_GOAL OF THE EXERCISE:_ Write each entry out again verbatim, pictures excluded.
───── RECORD EXCERPTS ─────
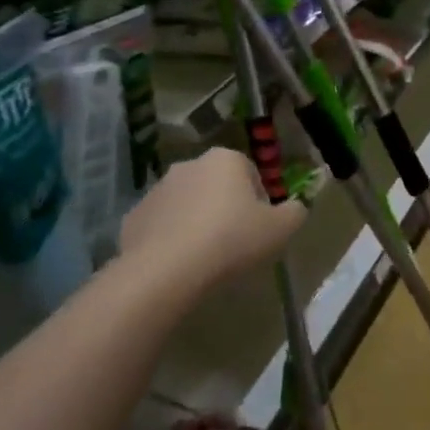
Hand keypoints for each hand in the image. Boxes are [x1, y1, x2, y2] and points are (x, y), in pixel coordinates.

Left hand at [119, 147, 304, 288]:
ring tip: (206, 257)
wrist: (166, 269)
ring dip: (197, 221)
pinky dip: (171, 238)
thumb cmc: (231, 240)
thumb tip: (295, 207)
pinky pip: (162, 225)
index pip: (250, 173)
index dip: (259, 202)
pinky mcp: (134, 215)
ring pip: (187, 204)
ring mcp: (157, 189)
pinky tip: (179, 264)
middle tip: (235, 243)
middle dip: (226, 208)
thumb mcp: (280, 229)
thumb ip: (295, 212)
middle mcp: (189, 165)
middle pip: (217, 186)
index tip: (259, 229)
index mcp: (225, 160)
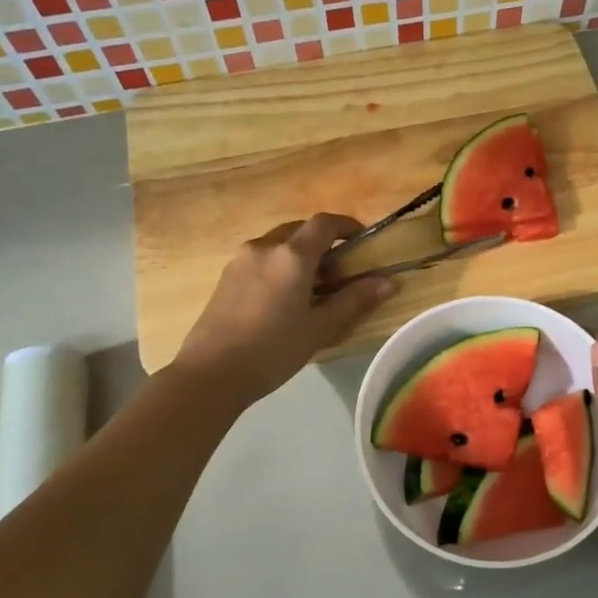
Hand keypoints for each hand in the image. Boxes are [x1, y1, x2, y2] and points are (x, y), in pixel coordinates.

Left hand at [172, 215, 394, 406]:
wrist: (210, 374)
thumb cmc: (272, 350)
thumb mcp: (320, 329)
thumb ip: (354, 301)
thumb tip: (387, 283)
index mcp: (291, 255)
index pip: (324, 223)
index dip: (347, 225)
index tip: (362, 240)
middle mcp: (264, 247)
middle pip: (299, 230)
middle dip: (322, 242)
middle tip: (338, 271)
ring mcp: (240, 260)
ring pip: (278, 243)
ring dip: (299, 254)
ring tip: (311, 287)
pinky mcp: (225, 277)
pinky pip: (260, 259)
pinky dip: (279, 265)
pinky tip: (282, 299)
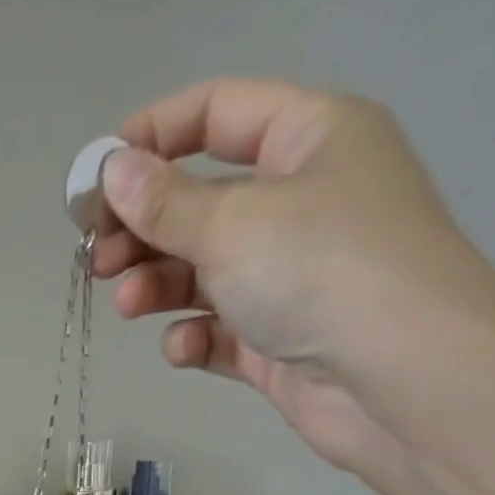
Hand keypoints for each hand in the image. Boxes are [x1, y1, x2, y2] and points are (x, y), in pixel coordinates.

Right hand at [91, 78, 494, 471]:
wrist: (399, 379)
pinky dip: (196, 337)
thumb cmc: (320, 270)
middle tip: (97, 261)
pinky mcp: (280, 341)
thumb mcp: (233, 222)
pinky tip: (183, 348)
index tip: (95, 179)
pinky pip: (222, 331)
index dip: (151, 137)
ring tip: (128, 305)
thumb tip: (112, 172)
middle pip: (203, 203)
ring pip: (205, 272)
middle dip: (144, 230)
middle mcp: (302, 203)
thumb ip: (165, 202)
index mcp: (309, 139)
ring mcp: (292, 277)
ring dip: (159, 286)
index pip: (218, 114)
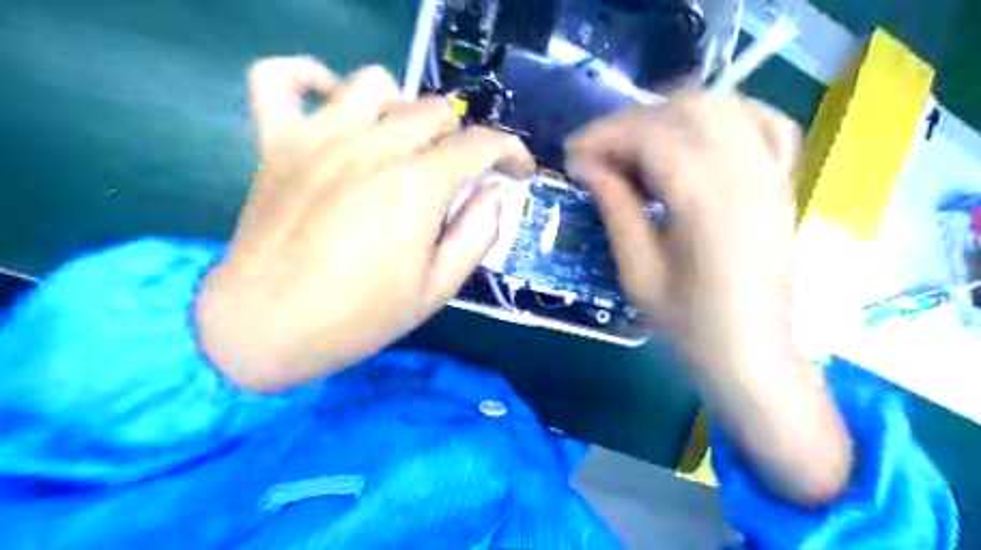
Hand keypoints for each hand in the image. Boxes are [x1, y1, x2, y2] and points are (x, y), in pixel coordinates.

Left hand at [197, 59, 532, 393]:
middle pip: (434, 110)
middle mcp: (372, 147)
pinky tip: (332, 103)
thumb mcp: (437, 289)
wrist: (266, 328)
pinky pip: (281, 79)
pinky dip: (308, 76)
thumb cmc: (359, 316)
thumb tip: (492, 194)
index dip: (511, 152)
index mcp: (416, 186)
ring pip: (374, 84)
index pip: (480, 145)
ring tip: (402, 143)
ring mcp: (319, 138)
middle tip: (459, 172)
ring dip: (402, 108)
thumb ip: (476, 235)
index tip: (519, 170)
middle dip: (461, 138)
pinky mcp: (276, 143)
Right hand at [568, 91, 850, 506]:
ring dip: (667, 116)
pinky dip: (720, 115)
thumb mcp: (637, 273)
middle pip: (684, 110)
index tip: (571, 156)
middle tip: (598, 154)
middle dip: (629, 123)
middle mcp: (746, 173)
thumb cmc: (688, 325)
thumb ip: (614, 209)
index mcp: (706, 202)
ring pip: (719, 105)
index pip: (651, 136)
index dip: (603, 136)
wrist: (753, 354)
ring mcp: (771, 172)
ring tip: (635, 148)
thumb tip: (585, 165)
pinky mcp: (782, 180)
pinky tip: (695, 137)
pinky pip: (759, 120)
─────
_TASK RESULT:_
Hand keypoints for each hand in the image. Boxes are [x1, y1, x2, y2] and points are (x, y), in pixel coordinates.

Left hand at [119, 147, 304, 288]:
ring tip: (206, 257)
wrist: (166, 269)
ring dip: (197, 221)
pinky dip: (171, 238)
thumb cmc: (231, 240)
thumb tip: (295, 207)
pinky pip: (162, 225)
index pip: (250, 173)
index dip: (259, 202)
pinky mcp: (134, 215)
ring pip: (187, 204)
ring mcp: (157, 189)
pinky tip: (179, 264)
middle tip: (235, 243)
middle dip: (226, 208)
thumb mcp: (280, 229)
thumb ip: (295, 212)
middle mcp: (189, 165)
middle pip: (217, 186)
index tip: (259, 229)
index mcp: (225, 160)
Hand keypoints for each hand in the image. Boxes are [x1, y1, x2, y2] and points are (x, y), in pixel coordinates.

Left hand at [172, 215, 394, 406]:
wrist: (210, 374)
thumb cmc: (272, 350)
thumb mcp: (320, 329)
thumb ip: (354, 301)
thumb tip: (387, 283)
index mcp: (291, 255)
index pip: (324, 223)
index dip: (347, 225)
index tip: (362, 240)
middle mcp: (264, 247)
middle pip: (299, 230)
middle dip: (322, 242)
middle tip: (338, 271)
ring mcp: (240, 260)
ring pip: (278, 243)
ring dip: (299, 254)
ring tip: (311, 287)
pinky mcp: (225, 277)
pinky pip: (260, 259)
pinky dip: (279, 265)
pinky tip: (282, 299)
Hand keypoints for each hand in the image. Boxes are [x1, y1, x2, y2] and points are (x, y), in pixel coordinates.

Right hand at [91, 78, 494, 471]:
wrist: (399, 379)
pinky dip: (196, 337)
thumb cmc: (320, 270)
middle tip: (97, 261)
pinky mcp: (280, 341)
thumb mcp: (233, 222)
pinky tip: (183, 348)
index tip: (95, 179)
pinky pip: (222, 331)
index dip: (151, 137)
ring tip: (128, 305)
thumb tip: (112, 172)
middle pip: (203, 203)
ring pip: (205, 272)
middle dip: (144, 230)
middle mcp: (302, 203)
thumb ip: (165, 202)
index mcp: (309, 139)
ring mcp: (292, 277)
ring dip: (159, 286)
index pip: (218, 114)
Hand keypoints for each hand in the image. Boxes are [x1, y1, x2, y2] and points are (x, y), in pixel coordinates.

Left hand at [197, 59, 532, 393]:
middle pip: (434, 110)
middle mcp: (372, 147)
pinky tip: (332, 103)
thumb mcp: (437, 289)
wrist: (266, 328)
pinky pip: (281, 79)
pinky dip: (308, 76)
thumb cmc: (359, 316)
thumb tip: (492, 194)
index dip: (511, 152)
index mcp: (416, 186)
ring pip: (374, 84)
index pip: (480, 145)
ring tip: (402, 143)
ring mcp: (319, 138)
middle tip: (459, 172)
ring dip: (402, 108)
thumb ip: (476, 235)
index tip: (519, 170)
middle dip: (461, 138)
pinky mcp: (276, 143)
Right hand at [568, 91, 850, 506]:
ring dip: (667, 116)
pinky dip: (720, 115)
thumb mcp: (637, 273)
middle pip: (684, 110)
index tip: (571, 156)
middle tip: (598, 154)
middle dip: (629, 123)
middle mcp: (746, 173)
thumb cmc: (688, 325)
thumb ip: (614, 209)
index mcp: (706, 202)
ring pip: (719, 105)
index pip: (651, 136)
index dip: (603, 136)
wrist: (753, 354)
ring mcp: (771, 172)
ring tip: (635, 148)
thumb tip: (585, 165)
pinky mcp: (782, 180)
pinky tip: (695, 137)
pinky pip: (759, 120)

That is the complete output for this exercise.